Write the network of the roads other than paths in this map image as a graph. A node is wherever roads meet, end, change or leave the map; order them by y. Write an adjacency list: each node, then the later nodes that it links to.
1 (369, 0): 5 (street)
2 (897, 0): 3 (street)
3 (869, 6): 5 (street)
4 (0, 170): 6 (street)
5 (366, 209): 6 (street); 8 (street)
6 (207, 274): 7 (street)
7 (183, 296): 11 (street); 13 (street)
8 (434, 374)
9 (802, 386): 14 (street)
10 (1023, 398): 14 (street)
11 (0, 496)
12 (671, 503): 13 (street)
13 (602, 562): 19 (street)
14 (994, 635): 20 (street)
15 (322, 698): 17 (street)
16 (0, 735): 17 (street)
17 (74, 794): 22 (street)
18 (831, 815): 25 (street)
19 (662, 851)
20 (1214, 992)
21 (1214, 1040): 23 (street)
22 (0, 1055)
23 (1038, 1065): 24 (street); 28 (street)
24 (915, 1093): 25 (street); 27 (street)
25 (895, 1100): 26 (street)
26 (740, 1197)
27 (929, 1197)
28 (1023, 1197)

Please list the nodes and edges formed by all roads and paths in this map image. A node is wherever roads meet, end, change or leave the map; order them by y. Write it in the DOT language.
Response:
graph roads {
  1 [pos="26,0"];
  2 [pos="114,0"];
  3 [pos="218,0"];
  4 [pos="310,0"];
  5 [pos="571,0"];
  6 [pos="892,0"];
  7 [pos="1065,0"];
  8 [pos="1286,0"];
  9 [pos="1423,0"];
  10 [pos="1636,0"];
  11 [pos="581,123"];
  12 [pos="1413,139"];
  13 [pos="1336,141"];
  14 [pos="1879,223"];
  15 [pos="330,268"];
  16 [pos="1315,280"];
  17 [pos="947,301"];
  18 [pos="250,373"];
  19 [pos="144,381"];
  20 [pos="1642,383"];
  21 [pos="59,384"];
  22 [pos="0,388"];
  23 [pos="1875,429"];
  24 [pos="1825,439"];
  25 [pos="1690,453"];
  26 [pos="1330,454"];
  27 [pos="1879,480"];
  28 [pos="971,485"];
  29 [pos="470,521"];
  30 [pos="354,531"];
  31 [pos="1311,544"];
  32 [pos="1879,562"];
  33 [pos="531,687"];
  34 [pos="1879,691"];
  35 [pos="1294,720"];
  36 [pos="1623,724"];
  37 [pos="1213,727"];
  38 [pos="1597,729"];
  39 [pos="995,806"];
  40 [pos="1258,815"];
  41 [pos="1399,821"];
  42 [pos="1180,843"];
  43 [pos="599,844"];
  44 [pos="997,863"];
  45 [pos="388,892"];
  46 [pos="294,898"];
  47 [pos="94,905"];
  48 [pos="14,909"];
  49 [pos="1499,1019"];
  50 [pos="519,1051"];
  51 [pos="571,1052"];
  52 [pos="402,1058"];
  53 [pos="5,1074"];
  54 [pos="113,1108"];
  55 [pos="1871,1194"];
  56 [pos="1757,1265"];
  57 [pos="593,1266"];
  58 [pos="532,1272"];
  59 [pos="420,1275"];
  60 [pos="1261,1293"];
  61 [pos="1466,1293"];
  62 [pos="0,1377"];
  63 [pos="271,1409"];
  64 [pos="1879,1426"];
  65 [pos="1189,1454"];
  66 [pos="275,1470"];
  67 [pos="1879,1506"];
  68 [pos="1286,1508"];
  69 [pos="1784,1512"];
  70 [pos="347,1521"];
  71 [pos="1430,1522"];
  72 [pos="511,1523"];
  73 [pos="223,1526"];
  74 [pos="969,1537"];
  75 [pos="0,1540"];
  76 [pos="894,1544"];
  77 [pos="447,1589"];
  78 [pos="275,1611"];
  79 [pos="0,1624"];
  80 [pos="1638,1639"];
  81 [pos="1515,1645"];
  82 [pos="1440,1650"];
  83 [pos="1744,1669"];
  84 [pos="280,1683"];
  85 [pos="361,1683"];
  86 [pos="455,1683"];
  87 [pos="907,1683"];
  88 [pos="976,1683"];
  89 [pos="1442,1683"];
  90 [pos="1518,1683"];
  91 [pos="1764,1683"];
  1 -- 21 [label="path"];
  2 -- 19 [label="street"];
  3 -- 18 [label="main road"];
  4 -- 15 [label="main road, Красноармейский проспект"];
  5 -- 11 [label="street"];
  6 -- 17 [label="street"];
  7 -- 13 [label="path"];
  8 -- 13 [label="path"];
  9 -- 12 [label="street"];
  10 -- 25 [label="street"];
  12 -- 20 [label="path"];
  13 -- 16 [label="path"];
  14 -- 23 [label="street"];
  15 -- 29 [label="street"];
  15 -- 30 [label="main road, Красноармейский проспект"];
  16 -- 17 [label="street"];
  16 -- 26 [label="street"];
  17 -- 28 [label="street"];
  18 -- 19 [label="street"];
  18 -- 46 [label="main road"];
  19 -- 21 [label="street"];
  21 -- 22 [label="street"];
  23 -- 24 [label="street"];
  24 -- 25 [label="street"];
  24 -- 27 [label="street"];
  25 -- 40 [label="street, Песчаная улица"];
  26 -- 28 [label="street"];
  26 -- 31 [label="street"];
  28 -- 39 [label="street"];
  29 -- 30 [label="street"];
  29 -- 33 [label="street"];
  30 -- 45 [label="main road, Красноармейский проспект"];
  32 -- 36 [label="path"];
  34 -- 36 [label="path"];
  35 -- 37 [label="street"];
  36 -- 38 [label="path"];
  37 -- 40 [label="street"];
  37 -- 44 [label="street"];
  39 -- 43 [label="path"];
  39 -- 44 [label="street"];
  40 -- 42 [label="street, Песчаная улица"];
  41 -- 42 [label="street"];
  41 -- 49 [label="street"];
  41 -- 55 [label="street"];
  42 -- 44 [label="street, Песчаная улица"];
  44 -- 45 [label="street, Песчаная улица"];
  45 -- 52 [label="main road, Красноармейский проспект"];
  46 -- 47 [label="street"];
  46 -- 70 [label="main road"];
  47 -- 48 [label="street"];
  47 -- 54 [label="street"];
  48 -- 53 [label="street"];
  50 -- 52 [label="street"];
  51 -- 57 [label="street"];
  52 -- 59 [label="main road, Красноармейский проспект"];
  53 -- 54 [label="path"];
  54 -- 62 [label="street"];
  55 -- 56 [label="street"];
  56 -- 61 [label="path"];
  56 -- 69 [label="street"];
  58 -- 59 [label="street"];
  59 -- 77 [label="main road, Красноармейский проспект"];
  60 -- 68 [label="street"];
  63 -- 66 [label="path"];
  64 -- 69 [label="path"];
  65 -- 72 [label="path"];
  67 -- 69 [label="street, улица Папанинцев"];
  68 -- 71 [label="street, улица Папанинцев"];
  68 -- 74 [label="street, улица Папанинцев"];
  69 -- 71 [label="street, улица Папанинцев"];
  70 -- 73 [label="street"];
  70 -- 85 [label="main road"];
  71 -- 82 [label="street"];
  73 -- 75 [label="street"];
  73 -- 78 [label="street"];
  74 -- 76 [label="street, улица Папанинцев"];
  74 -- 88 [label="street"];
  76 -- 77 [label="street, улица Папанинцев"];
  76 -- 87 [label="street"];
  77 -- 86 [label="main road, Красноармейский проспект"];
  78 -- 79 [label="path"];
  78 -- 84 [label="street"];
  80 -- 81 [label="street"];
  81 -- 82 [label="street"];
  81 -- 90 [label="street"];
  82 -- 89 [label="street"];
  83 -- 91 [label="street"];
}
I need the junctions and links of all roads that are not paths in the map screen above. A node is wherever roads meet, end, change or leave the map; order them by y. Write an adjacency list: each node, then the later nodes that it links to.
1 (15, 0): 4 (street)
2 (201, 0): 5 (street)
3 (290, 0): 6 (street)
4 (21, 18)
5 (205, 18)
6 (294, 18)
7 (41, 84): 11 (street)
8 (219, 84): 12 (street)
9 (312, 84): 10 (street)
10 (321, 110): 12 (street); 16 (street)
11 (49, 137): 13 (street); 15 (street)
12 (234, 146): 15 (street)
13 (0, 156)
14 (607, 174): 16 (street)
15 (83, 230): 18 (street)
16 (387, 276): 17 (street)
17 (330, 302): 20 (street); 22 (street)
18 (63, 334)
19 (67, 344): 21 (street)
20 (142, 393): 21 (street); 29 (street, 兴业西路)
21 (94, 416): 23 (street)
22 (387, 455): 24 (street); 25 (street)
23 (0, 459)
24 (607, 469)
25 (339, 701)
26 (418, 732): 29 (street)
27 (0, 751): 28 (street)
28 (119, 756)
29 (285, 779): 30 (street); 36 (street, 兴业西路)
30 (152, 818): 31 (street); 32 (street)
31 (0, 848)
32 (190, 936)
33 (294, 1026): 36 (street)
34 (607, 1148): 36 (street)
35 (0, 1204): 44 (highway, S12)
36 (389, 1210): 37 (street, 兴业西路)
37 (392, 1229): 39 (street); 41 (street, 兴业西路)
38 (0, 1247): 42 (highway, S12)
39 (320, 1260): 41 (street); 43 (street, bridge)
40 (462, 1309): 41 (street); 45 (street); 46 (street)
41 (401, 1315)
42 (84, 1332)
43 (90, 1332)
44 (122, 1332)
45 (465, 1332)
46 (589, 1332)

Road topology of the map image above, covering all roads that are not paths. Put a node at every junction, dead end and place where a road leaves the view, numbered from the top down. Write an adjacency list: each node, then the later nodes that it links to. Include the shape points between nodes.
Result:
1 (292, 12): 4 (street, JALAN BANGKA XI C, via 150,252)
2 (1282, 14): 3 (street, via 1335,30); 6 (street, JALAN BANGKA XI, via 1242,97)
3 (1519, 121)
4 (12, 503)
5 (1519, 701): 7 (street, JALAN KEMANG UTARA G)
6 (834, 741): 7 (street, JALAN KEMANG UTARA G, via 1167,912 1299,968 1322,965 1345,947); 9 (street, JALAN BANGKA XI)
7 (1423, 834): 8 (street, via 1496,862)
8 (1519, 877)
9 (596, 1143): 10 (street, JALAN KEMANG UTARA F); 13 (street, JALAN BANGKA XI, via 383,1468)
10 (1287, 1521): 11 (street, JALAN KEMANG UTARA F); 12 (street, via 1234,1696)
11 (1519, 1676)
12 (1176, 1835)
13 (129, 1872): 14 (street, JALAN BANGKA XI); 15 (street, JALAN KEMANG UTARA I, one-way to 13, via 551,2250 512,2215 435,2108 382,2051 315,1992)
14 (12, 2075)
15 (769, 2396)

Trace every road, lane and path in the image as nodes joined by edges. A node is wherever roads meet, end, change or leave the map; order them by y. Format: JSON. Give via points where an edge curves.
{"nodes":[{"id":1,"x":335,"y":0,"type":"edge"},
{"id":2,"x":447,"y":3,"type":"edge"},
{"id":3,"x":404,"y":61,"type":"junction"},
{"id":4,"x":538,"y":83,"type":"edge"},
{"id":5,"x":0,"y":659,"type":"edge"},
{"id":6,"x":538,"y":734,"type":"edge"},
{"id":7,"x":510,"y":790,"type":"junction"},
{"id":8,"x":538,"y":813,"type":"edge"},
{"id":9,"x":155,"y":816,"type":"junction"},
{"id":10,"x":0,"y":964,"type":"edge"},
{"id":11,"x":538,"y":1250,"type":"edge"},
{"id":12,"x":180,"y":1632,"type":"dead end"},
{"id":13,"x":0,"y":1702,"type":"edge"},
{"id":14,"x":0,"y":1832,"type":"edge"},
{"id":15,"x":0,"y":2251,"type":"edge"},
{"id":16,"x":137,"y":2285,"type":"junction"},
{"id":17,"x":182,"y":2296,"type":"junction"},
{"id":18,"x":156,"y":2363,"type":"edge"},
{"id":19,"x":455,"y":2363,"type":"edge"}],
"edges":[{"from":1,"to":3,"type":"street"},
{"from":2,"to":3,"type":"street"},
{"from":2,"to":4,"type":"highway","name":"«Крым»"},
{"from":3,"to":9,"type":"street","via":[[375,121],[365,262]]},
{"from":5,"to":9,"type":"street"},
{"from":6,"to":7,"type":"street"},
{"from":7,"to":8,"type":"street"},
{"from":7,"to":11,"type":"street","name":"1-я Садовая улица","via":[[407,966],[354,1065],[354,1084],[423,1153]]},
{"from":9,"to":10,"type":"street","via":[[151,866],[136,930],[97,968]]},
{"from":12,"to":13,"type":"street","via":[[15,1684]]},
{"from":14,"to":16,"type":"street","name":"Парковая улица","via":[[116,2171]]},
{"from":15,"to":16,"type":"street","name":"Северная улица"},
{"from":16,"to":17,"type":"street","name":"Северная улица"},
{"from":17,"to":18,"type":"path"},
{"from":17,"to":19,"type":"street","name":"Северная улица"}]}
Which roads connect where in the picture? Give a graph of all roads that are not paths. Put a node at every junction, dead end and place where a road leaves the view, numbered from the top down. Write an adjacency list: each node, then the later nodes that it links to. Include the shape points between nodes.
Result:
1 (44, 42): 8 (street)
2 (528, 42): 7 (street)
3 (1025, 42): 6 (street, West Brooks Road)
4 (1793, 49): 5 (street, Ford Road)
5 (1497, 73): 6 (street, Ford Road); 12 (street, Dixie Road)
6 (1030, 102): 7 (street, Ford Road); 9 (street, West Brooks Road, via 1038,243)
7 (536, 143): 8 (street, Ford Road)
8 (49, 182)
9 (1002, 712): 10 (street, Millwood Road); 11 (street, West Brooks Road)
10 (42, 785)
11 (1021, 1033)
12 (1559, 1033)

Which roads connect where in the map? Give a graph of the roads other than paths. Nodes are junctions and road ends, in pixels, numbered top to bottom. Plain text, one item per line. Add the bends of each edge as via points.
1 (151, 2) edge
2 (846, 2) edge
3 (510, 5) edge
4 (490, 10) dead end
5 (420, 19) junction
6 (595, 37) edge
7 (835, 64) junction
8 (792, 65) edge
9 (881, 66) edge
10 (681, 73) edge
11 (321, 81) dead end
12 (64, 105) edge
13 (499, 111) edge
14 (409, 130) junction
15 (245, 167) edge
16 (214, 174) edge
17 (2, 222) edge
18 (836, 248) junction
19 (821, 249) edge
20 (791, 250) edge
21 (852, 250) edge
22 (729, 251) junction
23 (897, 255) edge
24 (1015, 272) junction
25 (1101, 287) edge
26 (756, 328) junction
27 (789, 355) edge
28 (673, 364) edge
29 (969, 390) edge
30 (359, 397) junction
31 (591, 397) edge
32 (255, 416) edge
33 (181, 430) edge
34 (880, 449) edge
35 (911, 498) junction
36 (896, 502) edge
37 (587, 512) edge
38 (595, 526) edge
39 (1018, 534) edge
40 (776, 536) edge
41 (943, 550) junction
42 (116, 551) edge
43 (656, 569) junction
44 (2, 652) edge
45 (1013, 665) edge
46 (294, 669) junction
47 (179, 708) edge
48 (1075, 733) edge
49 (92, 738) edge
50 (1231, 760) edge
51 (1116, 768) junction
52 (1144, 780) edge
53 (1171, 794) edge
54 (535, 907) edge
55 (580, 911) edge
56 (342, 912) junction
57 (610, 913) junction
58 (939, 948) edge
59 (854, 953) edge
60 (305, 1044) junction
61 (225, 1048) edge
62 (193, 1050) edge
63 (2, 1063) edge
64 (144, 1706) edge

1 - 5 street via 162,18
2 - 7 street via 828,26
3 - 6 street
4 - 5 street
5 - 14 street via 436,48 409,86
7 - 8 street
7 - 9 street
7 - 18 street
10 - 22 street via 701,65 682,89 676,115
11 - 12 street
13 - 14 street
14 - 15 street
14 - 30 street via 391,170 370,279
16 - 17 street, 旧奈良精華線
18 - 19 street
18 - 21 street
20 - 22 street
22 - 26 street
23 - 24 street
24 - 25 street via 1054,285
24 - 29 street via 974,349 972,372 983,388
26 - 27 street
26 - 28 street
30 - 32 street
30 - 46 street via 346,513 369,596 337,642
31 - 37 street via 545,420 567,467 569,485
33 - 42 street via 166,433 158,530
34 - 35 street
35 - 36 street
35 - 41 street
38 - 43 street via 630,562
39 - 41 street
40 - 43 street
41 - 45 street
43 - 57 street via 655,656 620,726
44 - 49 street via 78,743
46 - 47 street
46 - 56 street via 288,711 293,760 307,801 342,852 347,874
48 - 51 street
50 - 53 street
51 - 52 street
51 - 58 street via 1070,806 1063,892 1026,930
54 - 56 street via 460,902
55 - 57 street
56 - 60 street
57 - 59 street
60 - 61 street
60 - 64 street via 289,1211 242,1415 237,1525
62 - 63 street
──────
- [To do] The answer should consist of the lines from the first line of the entries through the line with "Please list the", copied exactly.

- [Answer section]
Write the network of the roads other than paths in this map image as a graph. A node is wherever roads meet, end, change or leave the map; order them by y. Write an adjacency list: each node, then the later nodes that it links to.
1 (369, 0): 5 (street)
2 (897, 0): 3 (street)
3 (869, 6): 5 (street)
4 (0, 170): 6 (street)
5 (366, 209): 6 (street); 8 (street)
6 (207, 274): 7 (street)
7 (183, 296): 11 (street); 13 (street)
8 (434, 374)
9 (802, 386): 14 (street)
10 (1023, 398): 14 (street)
11 (0, 496)
12 (671, 503): 13 (street)
13 (602, 562): 19 (street)
14 (994, 635): 20 (street)
15 (322, 698): 17 (street)
16 (0, 735): 17 (street)
17 (74, 794): 22 (street)
18 (831, 815): 25 (street)
19 (662, 851)
20 (1214, 992)
21 (1214, 1040): 23 (street)
22 (0, 1055)
23 (1038, 1065): 24 (street); 28 (street)
24 (915, 1093): 25 (street); 27 (street)
25 (895, 1100): 26 (street)
26 (740, 1197)
27 (929, 1197)
28 (1023, 1197)

Please list the nodes and edges formed by all roads and paths in this map image. A node is wherever roads meet, end, change or leave the map; order them by y. Write it in the DOT language.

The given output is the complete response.